有隣堂
物心がついた昭和50年代後半には、藤沢駅南口の名店ビルに、既に入っていました。
小学生のときは、有隣堂に本を買いに行くことは、電車での遠足でした。
地元「六会」という生活圏から出て、藤沢駅までは小田急線で10分。
子どもには、藤沢は大都市。かつ、有隣堂には、膨大な蔵書があり、未知の知識の宝庫。
有隣堂は、横浜の伊勢佐木町に本店があり、神奈川・東京に一大チェーンを築く本屋。神奈川の地元企業です。
本屋だけでなく、文具店、CDショップ、音楽教室も、業務としています。
昔は、「有隣堂パーラー」というものもやっていたそうです。念のため、「資生堂パーラー」ではありません。
さて、有隣堂の「有隣」の由来は、ご存知でしょうか?
これまで、その由来など、考えたことありませんでした。
ところが、たまたま論語に関係する本を読んでいたところ、「有隣」についての記述があり、そこで初めて、有隣の意味かを知りました。
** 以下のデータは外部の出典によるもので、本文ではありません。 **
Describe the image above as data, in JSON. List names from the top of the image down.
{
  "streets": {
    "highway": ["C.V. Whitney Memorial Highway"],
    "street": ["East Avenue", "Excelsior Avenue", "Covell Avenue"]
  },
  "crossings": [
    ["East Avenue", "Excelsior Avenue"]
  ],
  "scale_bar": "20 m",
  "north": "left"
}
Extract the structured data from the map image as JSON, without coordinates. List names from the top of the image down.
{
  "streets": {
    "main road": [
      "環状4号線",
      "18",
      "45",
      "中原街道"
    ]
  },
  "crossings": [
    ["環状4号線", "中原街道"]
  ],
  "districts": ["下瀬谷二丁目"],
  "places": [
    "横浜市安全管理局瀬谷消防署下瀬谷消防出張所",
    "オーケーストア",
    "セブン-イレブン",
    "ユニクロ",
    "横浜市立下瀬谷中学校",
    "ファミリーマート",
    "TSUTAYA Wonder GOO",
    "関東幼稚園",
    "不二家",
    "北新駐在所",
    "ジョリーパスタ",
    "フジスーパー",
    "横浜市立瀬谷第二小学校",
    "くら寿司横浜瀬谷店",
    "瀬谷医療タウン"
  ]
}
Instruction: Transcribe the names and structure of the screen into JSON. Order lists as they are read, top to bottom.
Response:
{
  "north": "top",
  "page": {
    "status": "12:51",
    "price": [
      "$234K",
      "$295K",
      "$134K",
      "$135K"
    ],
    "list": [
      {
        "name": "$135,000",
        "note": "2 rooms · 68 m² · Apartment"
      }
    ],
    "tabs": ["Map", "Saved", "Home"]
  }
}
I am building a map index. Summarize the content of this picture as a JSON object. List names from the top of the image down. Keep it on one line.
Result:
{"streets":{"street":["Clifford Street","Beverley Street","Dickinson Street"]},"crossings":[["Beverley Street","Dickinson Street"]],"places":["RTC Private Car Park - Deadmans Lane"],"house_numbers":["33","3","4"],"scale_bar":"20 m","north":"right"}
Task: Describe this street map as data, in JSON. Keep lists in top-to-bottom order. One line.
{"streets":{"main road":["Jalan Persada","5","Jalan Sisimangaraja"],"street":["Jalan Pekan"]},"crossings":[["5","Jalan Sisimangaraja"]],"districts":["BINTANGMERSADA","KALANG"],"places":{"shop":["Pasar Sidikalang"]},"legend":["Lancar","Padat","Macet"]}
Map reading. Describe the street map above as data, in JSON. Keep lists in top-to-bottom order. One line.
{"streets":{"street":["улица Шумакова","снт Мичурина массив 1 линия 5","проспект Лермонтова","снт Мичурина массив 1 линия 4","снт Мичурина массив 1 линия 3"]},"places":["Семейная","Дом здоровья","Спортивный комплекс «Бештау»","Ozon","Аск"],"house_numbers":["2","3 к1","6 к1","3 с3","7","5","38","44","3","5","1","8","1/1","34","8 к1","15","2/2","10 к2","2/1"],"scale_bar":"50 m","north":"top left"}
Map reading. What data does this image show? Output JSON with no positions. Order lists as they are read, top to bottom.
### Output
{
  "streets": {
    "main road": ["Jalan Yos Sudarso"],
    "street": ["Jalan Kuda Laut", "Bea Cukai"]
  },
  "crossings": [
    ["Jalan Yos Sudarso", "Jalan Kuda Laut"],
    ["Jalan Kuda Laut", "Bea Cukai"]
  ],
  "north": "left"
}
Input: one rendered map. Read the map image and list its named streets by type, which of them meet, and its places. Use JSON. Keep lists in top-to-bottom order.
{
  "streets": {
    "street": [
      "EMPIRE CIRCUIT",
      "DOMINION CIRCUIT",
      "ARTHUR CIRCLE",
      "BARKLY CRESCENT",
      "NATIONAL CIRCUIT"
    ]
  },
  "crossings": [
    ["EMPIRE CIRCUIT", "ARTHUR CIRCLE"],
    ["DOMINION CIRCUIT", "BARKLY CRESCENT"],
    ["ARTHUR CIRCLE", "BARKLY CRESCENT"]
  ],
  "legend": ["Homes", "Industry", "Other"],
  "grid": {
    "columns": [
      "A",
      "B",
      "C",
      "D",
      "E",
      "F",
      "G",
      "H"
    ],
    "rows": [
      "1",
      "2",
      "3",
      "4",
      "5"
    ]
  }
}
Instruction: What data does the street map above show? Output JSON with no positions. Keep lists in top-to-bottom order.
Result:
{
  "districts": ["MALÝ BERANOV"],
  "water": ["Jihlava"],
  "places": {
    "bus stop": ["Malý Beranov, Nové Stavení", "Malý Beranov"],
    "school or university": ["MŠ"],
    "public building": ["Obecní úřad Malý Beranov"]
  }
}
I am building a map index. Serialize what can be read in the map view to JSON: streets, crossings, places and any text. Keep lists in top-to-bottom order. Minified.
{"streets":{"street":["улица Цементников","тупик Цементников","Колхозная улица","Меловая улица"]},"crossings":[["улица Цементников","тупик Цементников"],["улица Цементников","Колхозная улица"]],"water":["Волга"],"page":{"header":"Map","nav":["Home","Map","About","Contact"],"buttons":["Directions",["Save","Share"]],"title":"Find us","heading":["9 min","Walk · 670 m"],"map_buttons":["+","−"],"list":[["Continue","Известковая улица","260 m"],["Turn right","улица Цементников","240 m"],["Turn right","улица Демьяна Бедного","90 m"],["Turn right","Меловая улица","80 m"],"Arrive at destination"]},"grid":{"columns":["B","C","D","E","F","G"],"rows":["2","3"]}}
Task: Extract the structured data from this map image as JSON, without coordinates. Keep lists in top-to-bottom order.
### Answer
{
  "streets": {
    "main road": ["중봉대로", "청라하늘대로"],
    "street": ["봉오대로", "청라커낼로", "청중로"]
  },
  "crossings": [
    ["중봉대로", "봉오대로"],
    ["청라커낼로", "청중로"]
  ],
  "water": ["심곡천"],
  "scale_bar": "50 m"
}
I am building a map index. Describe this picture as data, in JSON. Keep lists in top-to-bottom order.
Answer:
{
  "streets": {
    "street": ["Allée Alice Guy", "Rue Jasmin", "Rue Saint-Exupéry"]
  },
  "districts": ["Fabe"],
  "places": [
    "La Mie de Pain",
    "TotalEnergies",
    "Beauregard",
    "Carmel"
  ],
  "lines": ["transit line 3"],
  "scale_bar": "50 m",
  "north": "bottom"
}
それは、「徳不孤 必有隣」という一文です。「徳は弧ならず必ず隣あり」と読みます。
徳のある人は、孤独ではない、その徳には必ず人が集まってくる、常に理解してくれる隣人がいるという意味です。
その意味を推し進めると、徳があれば孤独になることはない、だから、徳を養いなさい、徳を持つようにしなさい、という意味があると思います。
だから、かなりの推量がありますが、有隣堂は、本こそが徳を養うものであり、徳を持ち、徳を養おうとする人が集う本屋になりたいという気持ちで、屋号をつけたに違いないと思います。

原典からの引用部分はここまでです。